### WHAT YOU WILL DO
Search each line of the data for the word "dead"; copy every line where it is found.

### RECORDS PROVIDED
________________________________________

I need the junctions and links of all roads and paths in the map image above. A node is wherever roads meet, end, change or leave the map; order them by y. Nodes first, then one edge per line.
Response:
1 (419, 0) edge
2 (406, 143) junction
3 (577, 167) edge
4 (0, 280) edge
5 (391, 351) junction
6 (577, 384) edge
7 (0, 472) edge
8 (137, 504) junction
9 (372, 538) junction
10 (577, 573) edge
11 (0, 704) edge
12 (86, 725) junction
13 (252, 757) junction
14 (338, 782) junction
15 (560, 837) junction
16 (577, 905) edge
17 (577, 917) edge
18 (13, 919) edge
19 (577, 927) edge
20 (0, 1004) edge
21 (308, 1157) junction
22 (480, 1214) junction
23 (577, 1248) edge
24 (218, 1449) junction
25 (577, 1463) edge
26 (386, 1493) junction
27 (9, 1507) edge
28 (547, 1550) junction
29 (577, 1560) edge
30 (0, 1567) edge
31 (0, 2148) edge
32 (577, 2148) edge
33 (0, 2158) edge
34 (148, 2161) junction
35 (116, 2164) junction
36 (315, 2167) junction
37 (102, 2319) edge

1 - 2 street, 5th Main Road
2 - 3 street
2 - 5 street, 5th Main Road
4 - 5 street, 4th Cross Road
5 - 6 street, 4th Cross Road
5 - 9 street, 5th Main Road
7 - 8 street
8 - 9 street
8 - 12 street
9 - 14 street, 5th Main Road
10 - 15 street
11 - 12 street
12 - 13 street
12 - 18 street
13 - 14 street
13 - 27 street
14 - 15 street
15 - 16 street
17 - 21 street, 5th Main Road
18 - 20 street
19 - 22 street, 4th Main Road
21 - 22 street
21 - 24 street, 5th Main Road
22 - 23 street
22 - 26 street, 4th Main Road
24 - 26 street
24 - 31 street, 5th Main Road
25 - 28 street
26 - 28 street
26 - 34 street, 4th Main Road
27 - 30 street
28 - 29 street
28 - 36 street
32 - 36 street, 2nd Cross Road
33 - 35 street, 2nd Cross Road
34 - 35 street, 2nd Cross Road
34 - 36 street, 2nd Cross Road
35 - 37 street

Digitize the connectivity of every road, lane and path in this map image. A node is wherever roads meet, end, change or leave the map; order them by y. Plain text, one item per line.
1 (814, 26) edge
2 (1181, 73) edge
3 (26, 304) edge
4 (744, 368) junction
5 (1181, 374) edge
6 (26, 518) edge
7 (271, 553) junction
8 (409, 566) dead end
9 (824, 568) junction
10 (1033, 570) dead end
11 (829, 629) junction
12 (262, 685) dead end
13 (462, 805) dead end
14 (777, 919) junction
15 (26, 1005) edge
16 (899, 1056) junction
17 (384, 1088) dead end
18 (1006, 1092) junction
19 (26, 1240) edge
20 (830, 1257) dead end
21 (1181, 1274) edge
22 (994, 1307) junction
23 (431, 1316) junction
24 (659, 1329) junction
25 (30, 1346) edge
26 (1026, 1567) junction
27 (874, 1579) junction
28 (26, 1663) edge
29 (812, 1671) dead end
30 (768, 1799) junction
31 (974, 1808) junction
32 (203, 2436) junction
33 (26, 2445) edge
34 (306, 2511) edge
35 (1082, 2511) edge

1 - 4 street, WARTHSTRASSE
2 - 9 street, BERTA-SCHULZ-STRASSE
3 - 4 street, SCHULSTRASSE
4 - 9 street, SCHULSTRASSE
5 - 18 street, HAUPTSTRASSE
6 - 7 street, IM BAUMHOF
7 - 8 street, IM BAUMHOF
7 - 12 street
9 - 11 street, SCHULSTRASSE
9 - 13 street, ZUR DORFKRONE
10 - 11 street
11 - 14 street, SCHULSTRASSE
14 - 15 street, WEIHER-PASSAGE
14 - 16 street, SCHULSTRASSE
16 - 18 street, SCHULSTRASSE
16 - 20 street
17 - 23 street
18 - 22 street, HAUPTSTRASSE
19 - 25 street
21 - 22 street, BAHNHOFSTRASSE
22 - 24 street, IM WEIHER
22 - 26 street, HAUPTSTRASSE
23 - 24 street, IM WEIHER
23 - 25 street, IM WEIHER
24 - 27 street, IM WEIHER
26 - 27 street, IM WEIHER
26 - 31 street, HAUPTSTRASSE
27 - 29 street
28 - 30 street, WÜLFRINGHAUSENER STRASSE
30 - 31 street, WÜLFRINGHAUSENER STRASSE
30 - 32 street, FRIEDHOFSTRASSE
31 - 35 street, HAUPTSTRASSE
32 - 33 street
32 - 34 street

________________________________________

### EXERCISE SOLUTION
8 (409, 566) dead end
10 (1033, 570) dead end
12 (262, 685) dead end
13 (462, 805) dead end
17 (384, 1088) dead end
20 (830, 1257) dead end
29 (812, 1671) dead end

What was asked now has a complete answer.